_Exercise requirements:_
Scan the records beneath this line for the line holding "M 1389,1045 L 1461,1075" and the line holding "M 0,1472 L 35,1442", then transcribe exactly those two and all lines between.
*** Opening Provided data ***
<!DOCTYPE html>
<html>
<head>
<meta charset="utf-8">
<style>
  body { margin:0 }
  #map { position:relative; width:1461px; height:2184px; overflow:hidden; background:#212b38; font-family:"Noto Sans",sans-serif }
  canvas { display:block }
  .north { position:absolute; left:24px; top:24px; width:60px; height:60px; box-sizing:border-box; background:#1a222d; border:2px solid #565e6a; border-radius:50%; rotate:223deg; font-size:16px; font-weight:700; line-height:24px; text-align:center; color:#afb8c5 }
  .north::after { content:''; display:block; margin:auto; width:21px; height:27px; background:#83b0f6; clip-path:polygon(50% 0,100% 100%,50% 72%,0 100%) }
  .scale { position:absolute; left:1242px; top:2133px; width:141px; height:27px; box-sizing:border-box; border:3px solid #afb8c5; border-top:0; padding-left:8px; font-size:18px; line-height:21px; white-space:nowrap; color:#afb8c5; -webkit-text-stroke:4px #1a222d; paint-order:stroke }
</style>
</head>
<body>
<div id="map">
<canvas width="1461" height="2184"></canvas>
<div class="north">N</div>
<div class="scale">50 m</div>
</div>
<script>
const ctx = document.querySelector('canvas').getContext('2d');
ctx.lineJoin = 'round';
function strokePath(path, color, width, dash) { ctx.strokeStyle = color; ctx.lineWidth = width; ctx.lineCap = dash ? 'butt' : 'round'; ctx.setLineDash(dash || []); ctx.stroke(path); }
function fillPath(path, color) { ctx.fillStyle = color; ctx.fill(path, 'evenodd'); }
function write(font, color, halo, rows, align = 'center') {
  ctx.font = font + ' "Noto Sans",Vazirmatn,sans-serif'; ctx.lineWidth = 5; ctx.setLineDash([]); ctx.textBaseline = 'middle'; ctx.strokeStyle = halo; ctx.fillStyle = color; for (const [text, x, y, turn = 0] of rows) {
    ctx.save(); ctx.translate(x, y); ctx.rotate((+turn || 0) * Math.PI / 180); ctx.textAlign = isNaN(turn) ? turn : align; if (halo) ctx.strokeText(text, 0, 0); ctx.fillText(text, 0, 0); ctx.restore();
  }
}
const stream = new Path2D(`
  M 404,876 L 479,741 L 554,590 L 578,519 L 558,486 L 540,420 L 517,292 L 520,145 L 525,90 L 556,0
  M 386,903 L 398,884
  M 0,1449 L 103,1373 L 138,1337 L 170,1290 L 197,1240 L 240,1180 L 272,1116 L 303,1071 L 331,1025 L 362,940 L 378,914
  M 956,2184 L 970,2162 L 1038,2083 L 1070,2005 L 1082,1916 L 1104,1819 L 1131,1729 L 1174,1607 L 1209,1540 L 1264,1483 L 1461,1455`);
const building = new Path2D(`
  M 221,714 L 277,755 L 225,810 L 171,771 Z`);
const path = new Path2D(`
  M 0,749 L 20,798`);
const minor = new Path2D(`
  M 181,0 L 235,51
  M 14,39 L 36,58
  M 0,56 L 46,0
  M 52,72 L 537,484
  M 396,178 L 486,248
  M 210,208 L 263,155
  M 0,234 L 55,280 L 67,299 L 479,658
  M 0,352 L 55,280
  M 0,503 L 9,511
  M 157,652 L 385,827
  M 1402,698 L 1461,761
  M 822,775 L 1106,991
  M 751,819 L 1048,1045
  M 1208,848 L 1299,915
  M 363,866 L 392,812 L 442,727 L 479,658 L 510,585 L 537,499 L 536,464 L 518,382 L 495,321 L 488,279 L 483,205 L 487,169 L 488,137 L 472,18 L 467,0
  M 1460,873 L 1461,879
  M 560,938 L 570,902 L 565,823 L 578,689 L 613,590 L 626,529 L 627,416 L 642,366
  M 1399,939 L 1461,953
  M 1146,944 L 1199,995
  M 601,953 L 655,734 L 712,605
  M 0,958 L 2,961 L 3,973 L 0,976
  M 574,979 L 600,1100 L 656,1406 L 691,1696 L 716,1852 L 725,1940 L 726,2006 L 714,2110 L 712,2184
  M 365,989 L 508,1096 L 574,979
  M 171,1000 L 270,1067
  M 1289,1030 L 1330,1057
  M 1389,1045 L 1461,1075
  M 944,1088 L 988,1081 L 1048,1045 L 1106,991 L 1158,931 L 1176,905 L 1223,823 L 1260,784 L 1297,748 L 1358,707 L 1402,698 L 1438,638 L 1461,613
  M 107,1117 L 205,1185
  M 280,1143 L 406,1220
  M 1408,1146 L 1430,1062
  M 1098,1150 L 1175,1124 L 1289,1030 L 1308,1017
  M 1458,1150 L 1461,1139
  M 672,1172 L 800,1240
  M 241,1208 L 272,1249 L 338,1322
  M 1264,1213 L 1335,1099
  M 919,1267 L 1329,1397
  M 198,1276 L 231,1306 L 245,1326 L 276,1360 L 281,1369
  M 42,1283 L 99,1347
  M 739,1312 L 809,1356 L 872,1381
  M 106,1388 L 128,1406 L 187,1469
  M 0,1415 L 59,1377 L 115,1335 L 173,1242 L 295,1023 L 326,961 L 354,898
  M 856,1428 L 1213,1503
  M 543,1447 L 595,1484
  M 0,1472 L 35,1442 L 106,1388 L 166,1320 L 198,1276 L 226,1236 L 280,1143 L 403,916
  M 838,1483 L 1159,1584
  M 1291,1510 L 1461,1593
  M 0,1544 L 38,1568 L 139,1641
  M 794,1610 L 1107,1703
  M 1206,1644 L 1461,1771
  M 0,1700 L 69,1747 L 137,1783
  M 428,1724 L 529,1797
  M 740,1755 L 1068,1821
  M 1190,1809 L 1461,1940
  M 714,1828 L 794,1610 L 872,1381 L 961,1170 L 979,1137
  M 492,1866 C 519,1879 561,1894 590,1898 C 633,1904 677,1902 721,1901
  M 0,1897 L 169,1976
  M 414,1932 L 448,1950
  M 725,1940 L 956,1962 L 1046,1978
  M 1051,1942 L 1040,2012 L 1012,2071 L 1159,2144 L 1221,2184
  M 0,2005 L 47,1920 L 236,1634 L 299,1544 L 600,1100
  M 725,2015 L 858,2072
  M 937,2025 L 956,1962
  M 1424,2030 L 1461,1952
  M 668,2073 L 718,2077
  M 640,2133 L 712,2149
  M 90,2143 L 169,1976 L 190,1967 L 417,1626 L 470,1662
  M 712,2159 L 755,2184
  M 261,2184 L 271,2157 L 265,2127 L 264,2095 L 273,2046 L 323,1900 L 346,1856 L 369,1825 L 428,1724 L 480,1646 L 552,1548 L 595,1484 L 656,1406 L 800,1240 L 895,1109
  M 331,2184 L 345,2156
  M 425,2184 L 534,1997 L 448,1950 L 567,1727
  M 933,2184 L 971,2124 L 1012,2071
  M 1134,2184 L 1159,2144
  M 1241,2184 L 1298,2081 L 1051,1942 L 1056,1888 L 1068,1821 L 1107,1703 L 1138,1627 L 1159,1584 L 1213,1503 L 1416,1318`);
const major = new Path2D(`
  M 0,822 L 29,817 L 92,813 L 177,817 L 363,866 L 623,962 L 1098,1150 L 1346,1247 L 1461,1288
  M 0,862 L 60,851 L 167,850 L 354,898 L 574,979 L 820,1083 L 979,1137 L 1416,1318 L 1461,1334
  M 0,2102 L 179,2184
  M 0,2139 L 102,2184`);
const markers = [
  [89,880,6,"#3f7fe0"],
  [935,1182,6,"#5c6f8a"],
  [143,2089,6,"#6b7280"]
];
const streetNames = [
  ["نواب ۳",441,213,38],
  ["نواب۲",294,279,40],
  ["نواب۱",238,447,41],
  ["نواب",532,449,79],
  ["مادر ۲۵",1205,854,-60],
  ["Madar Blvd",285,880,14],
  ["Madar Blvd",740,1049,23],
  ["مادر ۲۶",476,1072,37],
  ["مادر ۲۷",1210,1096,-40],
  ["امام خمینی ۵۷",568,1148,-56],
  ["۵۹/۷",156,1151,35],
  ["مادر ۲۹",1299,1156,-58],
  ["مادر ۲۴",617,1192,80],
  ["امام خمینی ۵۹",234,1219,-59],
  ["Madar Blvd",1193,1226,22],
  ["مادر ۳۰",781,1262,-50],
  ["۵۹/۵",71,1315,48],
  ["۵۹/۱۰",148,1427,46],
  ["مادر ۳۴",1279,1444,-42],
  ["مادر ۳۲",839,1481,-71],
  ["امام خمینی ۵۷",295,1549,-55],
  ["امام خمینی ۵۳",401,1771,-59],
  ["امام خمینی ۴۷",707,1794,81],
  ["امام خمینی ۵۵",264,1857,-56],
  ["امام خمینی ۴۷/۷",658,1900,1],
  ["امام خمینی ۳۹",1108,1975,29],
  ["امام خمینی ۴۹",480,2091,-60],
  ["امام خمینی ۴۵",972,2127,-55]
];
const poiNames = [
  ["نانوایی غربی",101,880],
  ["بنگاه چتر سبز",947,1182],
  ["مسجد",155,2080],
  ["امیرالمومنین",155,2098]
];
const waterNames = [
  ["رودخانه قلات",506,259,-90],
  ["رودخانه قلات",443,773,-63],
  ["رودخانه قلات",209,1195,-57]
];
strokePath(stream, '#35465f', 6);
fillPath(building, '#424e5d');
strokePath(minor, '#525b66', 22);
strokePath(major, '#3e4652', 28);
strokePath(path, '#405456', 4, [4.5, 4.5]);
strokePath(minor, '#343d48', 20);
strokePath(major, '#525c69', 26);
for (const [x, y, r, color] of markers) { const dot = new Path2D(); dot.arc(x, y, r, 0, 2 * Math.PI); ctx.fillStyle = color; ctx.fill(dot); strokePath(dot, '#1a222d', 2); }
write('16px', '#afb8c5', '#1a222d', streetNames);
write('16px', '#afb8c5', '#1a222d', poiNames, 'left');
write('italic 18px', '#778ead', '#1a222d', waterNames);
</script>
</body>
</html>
*** Closing Provided data ***
_Solution:_
  M 1389,1045 L 1461,1075
  M 944,1088 L 988,1081 L 1048,1045 L 1106,991 L 1158,931 L 1176,905 L 1223,823 L 1260,784 L 1297,748 L 1358,707 L 1402,698 L 1438,638 L 1461,613
  M 107,1117 L 205,1185
  M 280,1143 L 406,1220
  M 1408,1146 L 1430,1062
  M 1098,1150 L 1175,1124 L 1289,1030 L 1308,1017
  M 1458,1150 L 1461,1139
  M 672,1172 L 800,1240
  M 241,1208 L 272,1249 L 338,1322
  M 1264,1213 L 1335,1099
  M 919,1267 L 1329,1397
  M 198,1276 L 231,1306 L 245,1326 L 276,1360 L 281,1369
  M 42,1283 L 99,1347
  M 739,1312 L 809,1356 L 872,1381
  M 106,1388 L 128,1406 L 187,1469
  M 0,1415 L 59,1377 L 115,1335 L 173,1242 L 295,1023 L 326,961 L 354,898
  M 856,1428 L 1213,1503
  M 543,1447 L 595,1484
  M 0,1472 L 35,1442 L 106,1388 L 166,1320 L 198,1276 L 226,1236 L 280,1143 L 403,916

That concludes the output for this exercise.